(Stored data)
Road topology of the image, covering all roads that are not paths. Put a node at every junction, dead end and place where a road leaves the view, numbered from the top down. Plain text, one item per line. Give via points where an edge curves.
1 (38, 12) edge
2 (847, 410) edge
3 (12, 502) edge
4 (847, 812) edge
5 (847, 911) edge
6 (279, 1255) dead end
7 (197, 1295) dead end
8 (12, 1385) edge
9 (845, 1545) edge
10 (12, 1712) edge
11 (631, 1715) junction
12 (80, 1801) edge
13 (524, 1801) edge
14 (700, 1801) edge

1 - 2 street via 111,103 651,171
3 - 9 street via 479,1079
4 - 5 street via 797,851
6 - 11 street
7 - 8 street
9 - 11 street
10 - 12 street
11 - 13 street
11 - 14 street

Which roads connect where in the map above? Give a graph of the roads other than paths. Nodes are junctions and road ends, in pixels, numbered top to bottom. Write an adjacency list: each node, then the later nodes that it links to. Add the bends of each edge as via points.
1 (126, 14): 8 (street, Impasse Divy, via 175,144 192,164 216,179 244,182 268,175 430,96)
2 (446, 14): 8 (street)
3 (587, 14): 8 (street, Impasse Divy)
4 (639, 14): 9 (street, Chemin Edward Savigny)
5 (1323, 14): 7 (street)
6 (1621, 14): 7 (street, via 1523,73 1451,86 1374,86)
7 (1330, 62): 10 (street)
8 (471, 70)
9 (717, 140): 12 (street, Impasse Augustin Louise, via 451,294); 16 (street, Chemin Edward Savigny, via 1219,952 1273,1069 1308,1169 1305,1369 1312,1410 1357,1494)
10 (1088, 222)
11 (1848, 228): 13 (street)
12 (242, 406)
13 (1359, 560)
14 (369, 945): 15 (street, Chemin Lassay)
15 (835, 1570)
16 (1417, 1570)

**Exercise:**
Retype the entries exactly, including every line.

**Response to this exercise:**
Road topology of the image, covering all roads that are not paths. Put a node at every junction, dead end and place where a road leaves the view, numbered from the top down. Plain text, one item per line. Give via points where an edge curves.
1 (38, 12) edge
2 (847, 410) edge
3 (12, 502) edge
4 (847, 812) edge
5 (847, 911) edge
6 (279, 1255) dead end
7 (197, 1295) dead end
8 (12, 1385) edge
9 (845, 1545) edge
10 (12, 1712) edge
11 (631, 1715) junction
12 (80, 1801) edge
13 (524, 1801) edge
14 (700, 1801) edge

1 - 2 street via 111,103 651,171
3 - 9 street via 479,1079
4 - 5 street via 797,851
6 - 11 street
7 - 8 street
9 - 11 street
10 - 12 street
11 - 13 street
11 - 14 street

Which roads connect where in the map above? Give a graph of the roads other than paths. Nodes are junctions and road ends, in pixels, numbered top to bottom. Write an adjacency list: each node, then the later nodes that it links to. Add the bends of each edge as via points.
1 (126, 14): 8 (street, Impasse Divy, via 175,144 192,164 216,179 244,182 268,175 430,96)
2 (446, 14): 8 (street)
3 (587, 14): 8 (street, Impasse Divy)
4 (639, 14): 9 (street, Chemin Edward Savigny)
5 (1323, 14): 7 (street)
6 (1621, 14): 7 (street, via 1523,73 1451,86 1374,86)
7 (1330, 62): 10 (street)
8 (471, 70)
9 (717, 140): 12 (street, Impasse Augustin Louise, via 451,294); 16 (street, Chemin Edward Savigny, via 1219,952 1273,1069 1308,1169 1305,1369 1312,1410 1357,1494)
10 (1088, 222)
11 (1848, 228): 13 (street)
12 (242, 406)
13 (1359, 560)
14 (369, 945): 15 (street, Chemin Lassay)
15 (835, 1570)
16 (1417, 1570)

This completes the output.